This is a syndication of my post on the ComplyAdvantage Technology Blog (Check it out and give my colleagues some love!). At the time of writing, I am working at ComplyAdvantage as a Principal Software Engineer.
This is an annotated version of a session presented at the virtual track of the Distributed SQL Summit 2024, Tuesday 12th November 2024. It covers some (of the many) lessons we learned while building a new platform over the last 18 months using the Distributed SQL database (YugabyteDB).
You can watch the session, or if you prefer read through the annotated slides in this post which contain a transcript of the session.
Hi, I’m Mark - a Principal Software Engineer at ComplyAdvantage. At ComplyAdvantage, we build a SaaS risk intelligence platform to help compliance teams tackle financial crime.
At the beginning of 2022, we embarked on a journey to unify our independent product offerings into a single platform to provide a unified user experience for our clients.
I’m here because we chose a Distributed SQL database - YugabyteDB - to form the core of our transactional data storage layer. I’m going to talk through a couple of things we learned over the course of the last 18 months.
But before we get to the lessons, I want to briefly talk about why we chose YugabyteDB and what our estate looks like at the moment.
We had previously selected YugabyteDB to power one of our services that needed a Cassandra-style key-value-based store, and wanted to standardise it on a single database for our relational data storage needs. That didn’t necessarily need to be the same database that we were using for key/value stores. After testing various options, YugabyteDB met our performance, scalability, and budget requirements, and it made sense to extend our existing use of YugabyteDB for our relational needs.
Over the last 18 months, we’ve built or moved 45 new and existing services over to YugabyteDB. These are served by 23 separate universes with a total of 350 databases and 125 terabytes of data under management.
Our estate is spread over 2 cloud providers - Google Cloud and AWS - and 10 geographic regions, and we’re just really getting started.
Over the next year, we’ll be migrating existing clients from our current products to our new platform, leading to an explosion in the volume of data being processed by these universes.
And now onto the lessons. I’m here to talk about a couple of lessons we learned - and there are a lot - but today I wanted to share two of them with you.
These two tripped us up a few times, so I thought were the most important to highlight today. The first lesson is about understanding data distribution and the second is about how you sometimes need to tailor your SQL for running on a Distributed SQL database.
So let’s dive straight into our first lesson - how data distribution across your cluster can impact your schema design.

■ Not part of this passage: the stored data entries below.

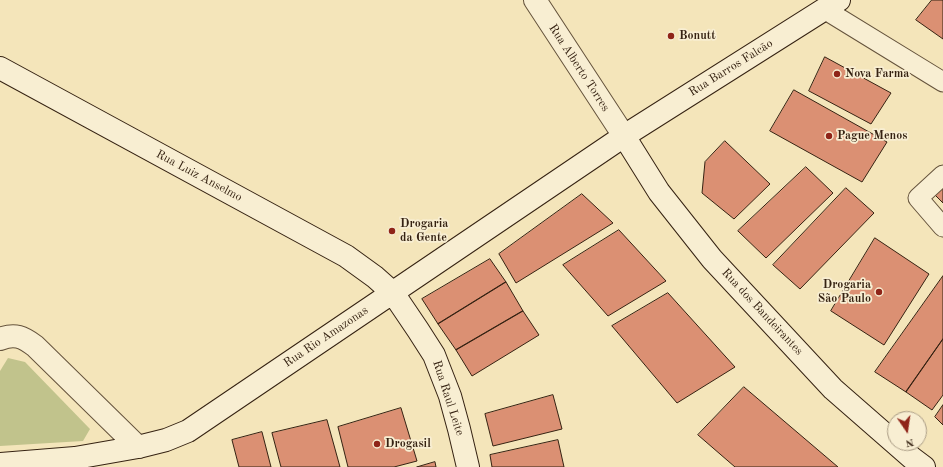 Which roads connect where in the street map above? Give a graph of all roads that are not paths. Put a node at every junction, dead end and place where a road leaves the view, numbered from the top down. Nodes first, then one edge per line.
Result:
1 (535, 0) edge
2 (831, 5) edge
3 (0, 68) edge
4 (943, 82) edge
5 (624, 136) junction
6 (943, 175) edge
7 (943, 227) edge
8 (393, 292) junction
9 (0, 340) edge
10 (138, 447) junction
11 (0, 464) edge
12 (468, 467) edge
13 (924, 467) edge

1 - 5 street, Rua Alberto Torres
2 - 4 lane
2 - 5 street, Rua Barros Falcão
3 - 8 street, Rua Luiz Anselmo
5 - 8 street, Rua Rio Amazonas
5 - 13 street, Rua dos Bandeirantes
6 - 7 lane
8 - 10 street, Rua Rio Amazonas
8 - 12 street, Rua Raul Leite
9 - 10 street
10 - 11 street, Rua Rio Amazonas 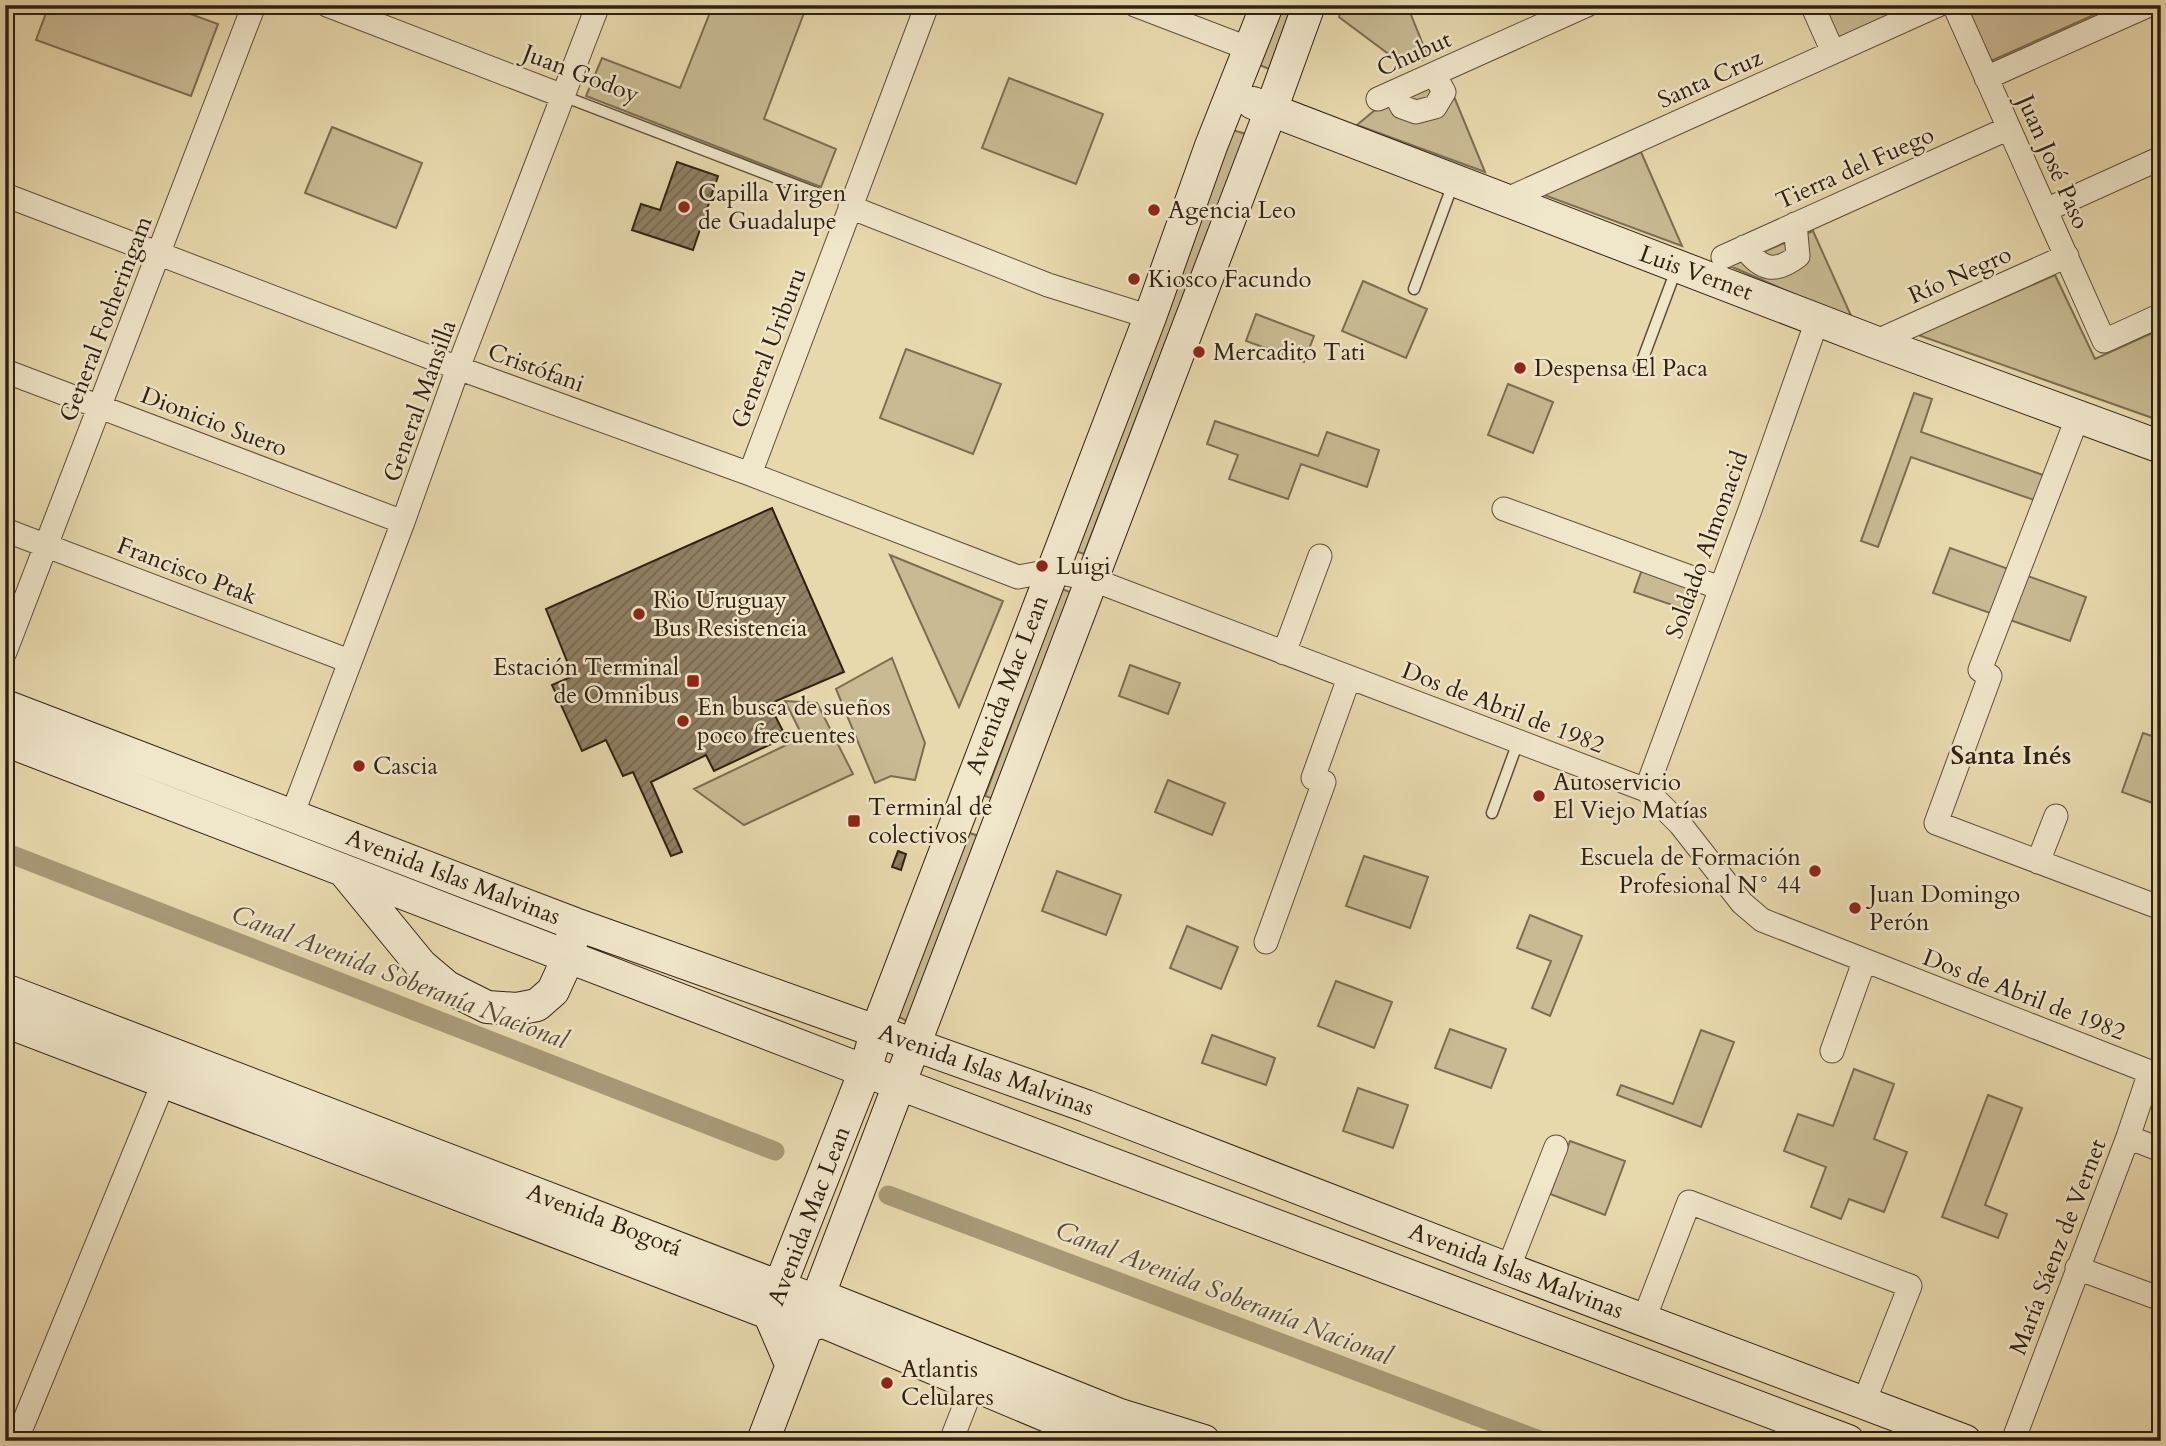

One of our products within our AML platform is our Customer Screening product. When our clients send us their customer data, we perform risk analysis on those customers. We do things like Risk Scoring and Screening for Sanctions amongst others.
If you look at our C4 System Context diagram, one of the services in the platform is the Customer Manager. The Customer Manager is the source of truth within our platform for each and every Customer that our Clients send us.
With a new platform comes a clean slate, and we needed to come up with a Customer table schema. Now obviously our real customer schema has a few more fields than this, but this is enough to demonstrate our first data distribution lesson.
We start off with a basic schema for our Customer record. The table schema consists of the client account identifier, customer identifier, and the full name of the customer. But of course, we need a primary key for this data, so we add a primary key using the account and customer identifiers to ensure we can load the Customers within an Account by their identity.
We move our first ticket to a completed state and ship our Customer Manager.
And all is well for a while, but…
A few months later, our infrastructure team raised a ticket. The database is not happy. One node in the cluster is doing a lot more work than the others.
They attach a helpful chart from our observability system showing the imbalance. This node is doing more than any other by a significant margin, and they have managed to narrow down the problem to our Customer Manager’s schema.
So what has happened? Well, when you do not specify the column type in a primary key, YugabyteDB applies some defaults.
The first column becomes the hash. The hash column is used to route data into specific tablets. The remaining columns in the index are sort columns defaulted to ascending sort order.
Because rows in a table are distributed into tablets using the Hash component of the primary key. In our Customer Manager example, this means that all the rows for each account are stored in the same tablet and within each tablet, the rows are sorted by the customer_identifier column.
Now a tablet is the smallest unit of “storage” provided by YugabyteDB and is the method that Yugabyte uses to distribute data across the cluster. Each table can be split into multiple tablets, and each tablet is stored on a single node in the cluster and replicated to other nodes based on your replication factor configuration. A single node can store many tablets. It can even store multiple tablets belonging to a single table. When a statement executes, it may need to modify data in, or query data from more than one tablet on more than one node in the cluster.
The problem is that not all of our client accounts are the same. We serve small legal offices with thousands of customers, and we serve large financial institutions with tens to hundreds of millions of customers. This, combined with our schema definition, causes an imbalance in the cluster with some tablets storing significantly more data than others.
When so many records are disproportionately going to a single node in the cluster, that node has to naturally handle significantly more writes. Not only that, it also has to satisfy a larger proportion of the queries and since a single node in the cluster has to handle so much more work, that node needs more computing than other nodes and requires more memory, not to mention larger disk sizes overall.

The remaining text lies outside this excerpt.